While the punitive actions of the UFC are inconsistent, at best, UFC President Dana White has shown less flexibility against rule violations recently (e.g. Jason High). However, issues related to performance-enhancing drug use have come to fruition within the UFC organization and the NSAC, leaving Wanderlei Silva, Vitor Belfort and Sonnen on the receiving end of high-profile criticism.

The announcement of Sonnen’s release seemingly left the MMA community either shocked, sad or indifferent. Some have criticized the UFC and Fox for relieving Sonnen of his duties. Others praise the respective organizations for their decision. Some are “shocked” to hear of his transgressions, while others are simply perplexed and sad in trying to understand the motivation behind Sonnen’s choices.

Unfortunately, Sonnen is no stranger to rule violations. His first offense for a drug test came following a suspenseful and exciting bout with Anderson Silva in 2010, ironically enough.

Although Sonnen was never regarded as one of the all-time greats, he certainly had an allure that kept fans wanting more. Coaching opposite of Jon Jones for The Ultimate Fighter 17, Sonnen brought in years of experience in competition and coaching. The former NCAA Division I wrestling champion and Olympic Greco-Roman trialist would go on to appease fans with his compelling persona and ability to inspire. His efforts did not go unnoticed either. An intimate scene where Sonnen encouraged TUF competitor Uriah Hall became a memorable moment in the season’s broadcast.

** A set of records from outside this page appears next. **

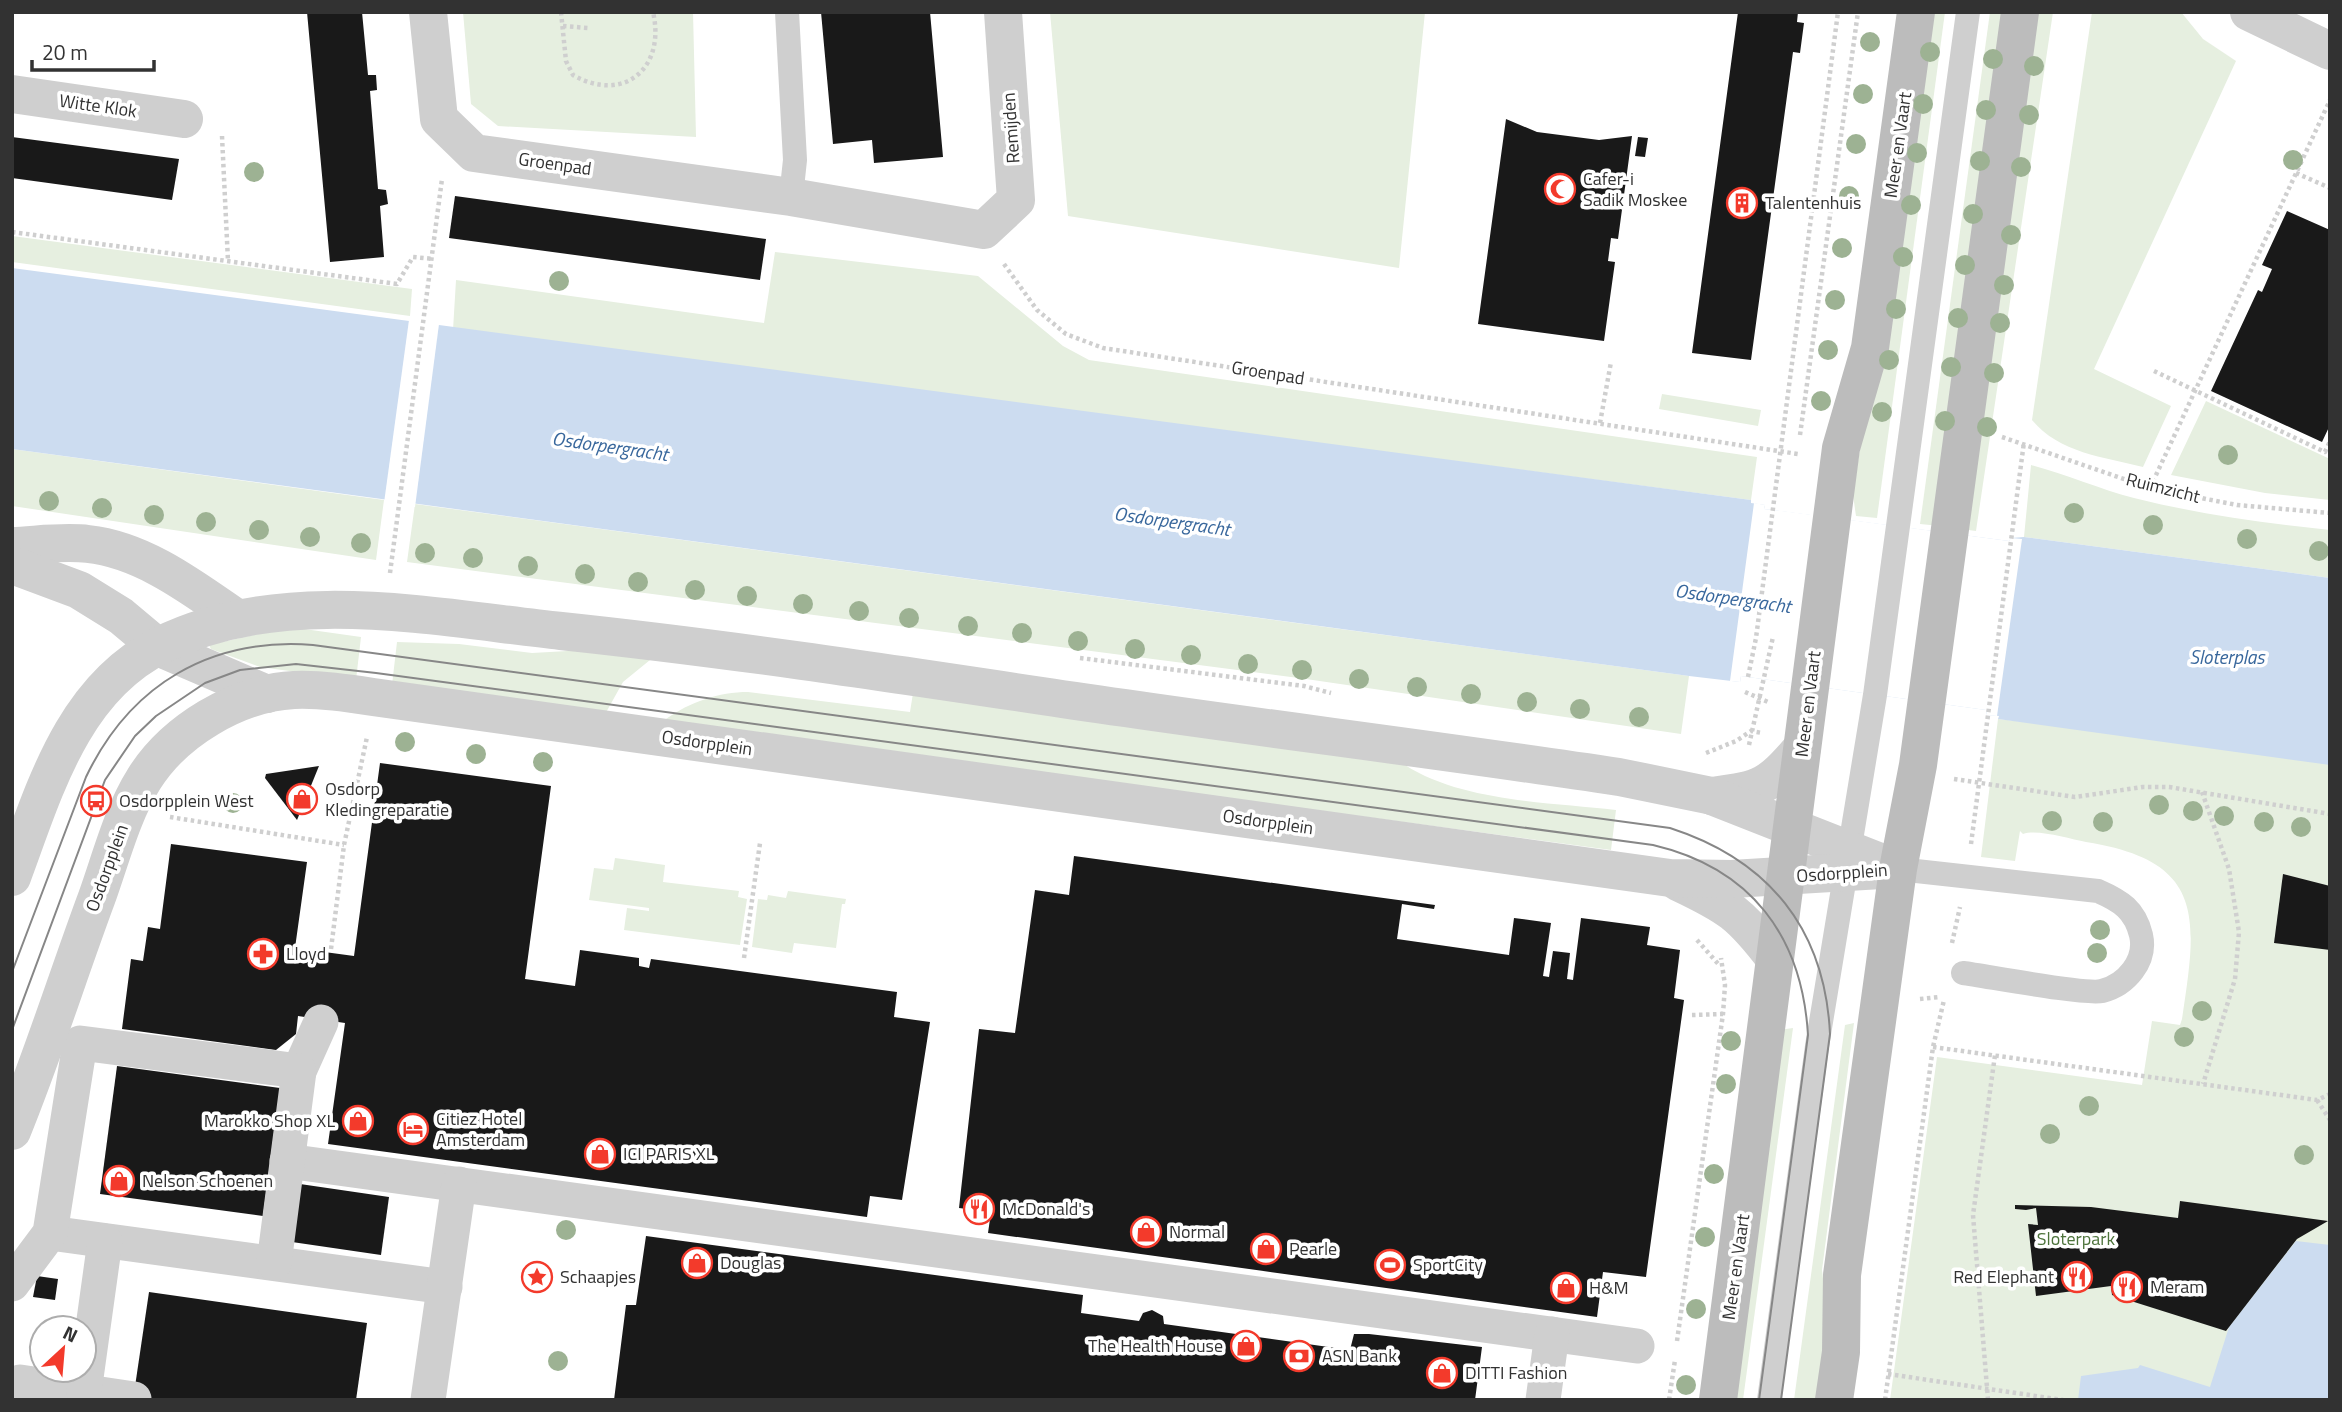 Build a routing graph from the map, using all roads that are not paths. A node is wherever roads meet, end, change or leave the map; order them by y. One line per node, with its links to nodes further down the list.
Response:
1 (428, 12): 11 (street, Groenpad)
2 (787, 12): 11 (lane)
3 (1003, 12): 12 (street, Remijden)
4 (1916, 12): 18 (main road, Meer en Vaart)
5 (1968, 12): 21 (lane)
6 (2020, 12): 22 (main road)
7 (2249, 12): 8 (street)
8 (2330, 51)
9 (12, 94): 10 (street, Witte Klok)
10 (184, 119)
11 (791, 197): 12 (street, Groenpad)
12 (984, 230)
13 (12, 546): 15 (street)
14 (12, 565): 16 (street)
15 (237, 618): 16 (street, Osdorpplein); 19 (street, Osdorpplein)
16 (158, 647): 17 (street); 23 (street, Osdorpplein)
17 (267, 694): 25 (street, Osdorpplein); 30 (street, Osdorpplein)
18 (1802, 748): 19 (street, Osdorpplein); 20 (main road, Meer en Vaart)
19 (1712, 796): 20 (street, Osdorpplein)
20 (1792, 828): 21 (street, Osdorpplein); 24 (main road, Meer en Vaart)
21 (1847, 862): 22 (street, Osdorpplein); 24 (street, Osdorpplein); 46 (lane)
22 (1898, 869): 27 (lane); 47 (main road)
23 (12, 877)
24 (1786, 877): 25 (street, Osdorpplein); 26 (main road, Meer en Vaart)
25 (1670, 878): 26 (street, Osdorpplein)
26 (1775, 959): 45 (main road, Meer en Vaart)
27 (1962, 973)
28 (321, 1022): 29 (street)
29 (299, 1071): 31 (street); 33 (street)
30 (12, 1131)
31 (287, 1161): 32 (street); 35 (street)
32 (459, 1184): 37 (street); 38 (street)
33 (50, 1233): 34 (street); 36 (street)
34 (105, 1241): 35 (street); 41 (street)
35 (274, 1263): 37 (street)
36 (12, 1283)
37 (445, 1287): 43 (street)
38 (1552, 1334): 39 (street); 44 (street)
39 (1637, 1346)
40 (16, 1383): 41 (street)
41 (84, 1392): 42 (street)
42 (134, 1399)
43 (428, 1400)
44 (1544, 1400)
45 (1718, 1400)
46 (1769, 1400)
47 (1834, 1400)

Chael P. Sonnen. The fans love him. Through his fight career, interviews, TUF journey and media efforts, Sonnen found his place in the hearts of many. His profound gift of gab and knowledge of the sport paid off big in broadcasting. His efforts with the UFC and Fox made him a staple in the MMA world. His loss is our loss, whether you like him or not.

The loss wasn’t easy for UFC President Dana White, either. White went on record with Fox Sports 1 to say releasing Sonnen was a tough decision. But abiding by the expectations outlined to those on the UFC roster, White had to remove personal biases and act fast. White regarded the dismissal of Sonnen as “something we had to do.”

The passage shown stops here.